#### What the task requires
The listing needs restating word for word.

· · · · · · ·

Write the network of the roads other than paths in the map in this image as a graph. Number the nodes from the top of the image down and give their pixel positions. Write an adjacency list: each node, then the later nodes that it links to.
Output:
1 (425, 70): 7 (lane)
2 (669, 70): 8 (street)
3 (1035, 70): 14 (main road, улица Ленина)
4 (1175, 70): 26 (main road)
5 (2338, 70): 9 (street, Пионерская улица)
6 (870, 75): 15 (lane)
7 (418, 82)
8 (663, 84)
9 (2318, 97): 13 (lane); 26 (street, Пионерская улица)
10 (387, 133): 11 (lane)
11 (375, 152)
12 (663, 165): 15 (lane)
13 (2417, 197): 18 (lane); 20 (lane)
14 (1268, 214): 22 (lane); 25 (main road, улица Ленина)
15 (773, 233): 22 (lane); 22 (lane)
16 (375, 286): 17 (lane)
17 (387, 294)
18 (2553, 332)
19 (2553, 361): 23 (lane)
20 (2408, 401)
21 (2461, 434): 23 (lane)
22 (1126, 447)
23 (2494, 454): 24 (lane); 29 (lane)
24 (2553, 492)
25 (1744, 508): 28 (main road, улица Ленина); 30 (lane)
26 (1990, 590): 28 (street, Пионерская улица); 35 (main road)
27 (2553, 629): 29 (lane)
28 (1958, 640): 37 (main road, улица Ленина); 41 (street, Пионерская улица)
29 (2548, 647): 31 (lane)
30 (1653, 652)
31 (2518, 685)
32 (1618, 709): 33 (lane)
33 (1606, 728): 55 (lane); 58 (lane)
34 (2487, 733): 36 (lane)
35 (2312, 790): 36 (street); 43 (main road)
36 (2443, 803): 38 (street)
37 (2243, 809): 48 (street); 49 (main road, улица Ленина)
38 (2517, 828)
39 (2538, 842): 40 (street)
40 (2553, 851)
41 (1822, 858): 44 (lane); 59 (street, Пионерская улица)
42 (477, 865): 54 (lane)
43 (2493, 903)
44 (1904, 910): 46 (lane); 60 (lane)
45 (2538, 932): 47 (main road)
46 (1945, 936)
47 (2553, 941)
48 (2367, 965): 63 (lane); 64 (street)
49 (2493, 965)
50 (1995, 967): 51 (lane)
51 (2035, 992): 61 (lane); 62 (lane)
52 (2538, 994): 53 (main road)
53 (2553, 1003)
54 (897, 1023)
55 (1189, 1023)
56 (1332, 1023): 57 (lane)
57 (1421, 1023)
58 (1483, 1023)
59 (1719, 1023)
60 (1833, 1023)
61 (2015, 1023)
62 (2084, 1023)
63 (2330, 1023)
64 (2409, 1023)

· · · · · · ·

#### Output
Write the network of the roads other than paths in the map in this image as a graph. Number the nodes from the top of the image down and give their pixel positions. Write an adjacency list: each node, then the later nodes that it links to.
Output:
1 (425, 70): 7 (lane)
2 (669, 70): 8 (street)
3 (1035, 70): 14 (main road, улица Ленина)
4 (1175, 70): 26 (main road)
5 (2338, 70): 9 (street, Пионерская улица)
6 (870, 75): 15 (lane)
7 (418, 82)
8 (663, 84)
9 (2318, 97): 13 (lane); 26 (street, Пионерская улица)
10 (387, 133): 11 (lane)
11 (375, 152)
12 (663, 165): 15 (lane)
13 (2417, 197): 18 (lane); 20 (lane)
14 (1268, 214): 22 (lane); 25 (main road, улица Ленина)
15 (773, 233): 22 (lane); 22 (lane)
16 (375, 286): 17 (lane)
17 (387, 294)
18 (2553, 332)
19 (2553, 361): 23 (lane)
20 (2408, 401)
21 (2461, 434): 23 (lane)
22 (1126, 447)
23 (2494, 454): 24 (lane); 29 (lane)
24 (2553, 492)
25 (1744, 508): 28 (main road, улица Ленина); 30 (lane)
26 (1990, 590): 28 (street, Пионерская улица); 35 (main road)
27 (2553, 629): 29 (lane)
28 (1958, 640): 37 (main road, улица Ленина); 41 (street, Пионерская улица)
29 (2548, 647): 31 (lane)
30 (1653, 652)
31 (2518, 685)
32 (1618, 709): 33 (lane)
33 (1606, 728): 55 (lane); 58 (lane)
34 (2487, 733): 36 (lane)
35 (2312, 790): 36 (street); 43 (main road)
36 (2443, 803): 38 (street)
37 (2243, 809): 48 (street); 49 (main road, улица Ленина)
38 (2517, 828)
39 (2538, 842): 40 (street)
40 (2553, 851)
41 (1822, 858): 44 (lane); 59 (street, Пионерская улица)
42 (477, 865): 54 (lane)
43 (2493, 903)
44 (1904, 910): 46 (lane); 60 (lane)
45 (2538, 932): 47 (main road)
46 (1945, 936)
47 (2553, 941)
48 (2367, 965): 63 (lane); 64 (street)
49 (2493, 965)
50 (1995, 967): 51 (lane)
51 (2035, 992): 61 (lane); 62 (lane)
52 (2538, 994): 53 (main road)
53 (2553, 1003)
54 (897, 1023)
55 (1189, 1023)
56 (1332, 1023): 57 (lane)
57 (1421, 1023)
58 (1483, 1023)
59 (1719, 1023)
60 (1833, 1023)
61 (2015, 1023)
62 (2084, 1023)
63 (2330, 1023)
64 (2409, 1023)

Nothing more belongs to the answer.